“A Theory of Media That Explains 15 Years of Politics”
THE NEW YORK TIMES
(25 February 2025)
by Ezra Klein
In 2016, when Donald Trump won for the first time, there was this self-published book by a former C.I.A. media analyst named Martin Gurri that became kind of a phenomenon in Silicon Valley. The book was called “The Revolt of the Public,” and it described how politics was changing because media and information had gone from scarce to abundant. This new informational dynamic creates constant recurrent crises for whoever is in power: The ability to control a narrative is gone. And in this world of fractured media, there is always an incentive and ability to show what is wrong with whoever is in power. Gurri argued that this dynamic is fundamentally unstable. It’s one that knows how to destroy but not how to build.
Gurri is a visiting research fellow at the Mercatus Center, and he writes for The Free Press, Discourse magazine and City Journal, among others
Ezra Klein: Martin Gurri, welcome to the show.
Martin Gurri: Great to be here.
In 2014 you published this book, “The Revolt of the Public.” Lay out the basic argument you were making about attention, media and publics.
The argument of the book goes back to my days at C.I.A., where I had one of the least sexy jobs you could have. I was an analyst of global media, and it was a relatively straightforward job. If the president asked you: How are my policies playing in France? You went to two newspapers that were considered authoritative sources — that’s what we called them.
Around the turn of the century, this digital earthquake generated this tsunami of information that was essentially unparalleled in human history. And there’s numbers backing that up. And we just got swamped. My first response, of course, as somebody who deals with authoritative information, was: What’s authoritative in this infinite mass of stuff? The second part was: What is the effect of going from a world where information is extremely valuable to one that is so abundant that you don’t know what it’s worth? We could track it. As different countries digitized, we could see ever increasing levels of social and political turbulence right behind it. So the book is trying to explain that. What became very clear was that the set of institutions that hold up modern life in the 21st century — the government, the media, business, academia — were shaped in the 20th century. Very top down, very hierarchical.
So what the internet did, what the digital revolution did, was essentially create the possibility of this gigantic information sphere that was outside the institutions. And it turned to the institutions, and the first one it turned to was media. It was this big fight between the blogs and the mainstream media, which was the enemy. And sure enough, when that happens, you can find many errors and many mistakes, some bad faith, in the institutions. It’s institutional failure and elite failure that set the information agenda on the web. I mean, that’s pretty clear. It can be any number of things. But the total effect of that is a gigantic erosion of trust in the institutions, which then builds up even stronger in this digital world that is noninstitutional.

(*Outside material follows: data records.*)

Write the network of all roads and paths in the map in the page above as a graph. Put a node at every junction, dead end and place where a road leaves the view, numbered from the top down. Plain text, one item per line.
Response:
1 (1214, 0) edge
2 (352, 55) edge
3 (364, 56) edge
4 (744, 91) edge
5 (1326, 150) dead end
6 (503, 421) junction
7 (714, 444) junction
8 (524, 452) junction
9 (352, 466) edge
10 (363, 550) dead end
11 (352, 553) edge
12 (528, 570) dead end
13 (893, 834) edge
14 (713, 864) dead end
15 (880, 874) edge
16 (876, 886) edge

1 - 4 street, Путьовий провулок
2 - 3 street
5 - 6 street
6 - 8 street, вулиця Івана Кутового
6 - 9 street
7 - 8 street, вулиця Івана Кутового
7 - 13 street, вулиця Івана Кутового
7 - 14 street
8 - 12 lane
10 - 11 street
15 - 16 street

I believe that the information structure is one of the most determinative factors in any society. It shapes the landscape. It’s an ecological force. So if you’re dealing with mass media, 20th-century style, it’s top down: You need to have a printing press or a TV station, which takes a certain kind of overhead and money. And you can’t talk back to it. So the mood of information — that’s Marshall McLuhan-ish —
Make my heart beat faster. [Laughs.]
Yeah. I’m a semi-McLuhanist. I think he was right on about a lot of things. And I think one of the things he was right about is that everything else is downstream from how we exchange information. Politics is downstream. Even culture is downstream. Because it gets exchanged in certain media. Now, I would say, in part, you’re right, that the rise of digital media just crashed into a world constructed around analog media and broke it to pieces. And there’s the question of how the digital media in and of itself stimulates controversy and hostility and uncovers a lot of negation toward the institutions that was almost certainly already there but was masked by that former top-down system — where, if The New York Times is talking down at you, you didn’t get or go to the comment section or on X and say, “New York Times, you’re wrong.” No, you just got to either throw it away or write a letter to the editor or something along those lines.
I think a lot of the hostility, a lot of the negation, a lot of what’s happened with the public is now a global phenomenon. We Americans are very provincial, but it’s by no means an American monopoly. This rise was there. It was just masked by the previous information system. And this information system stimulates it but also releases it.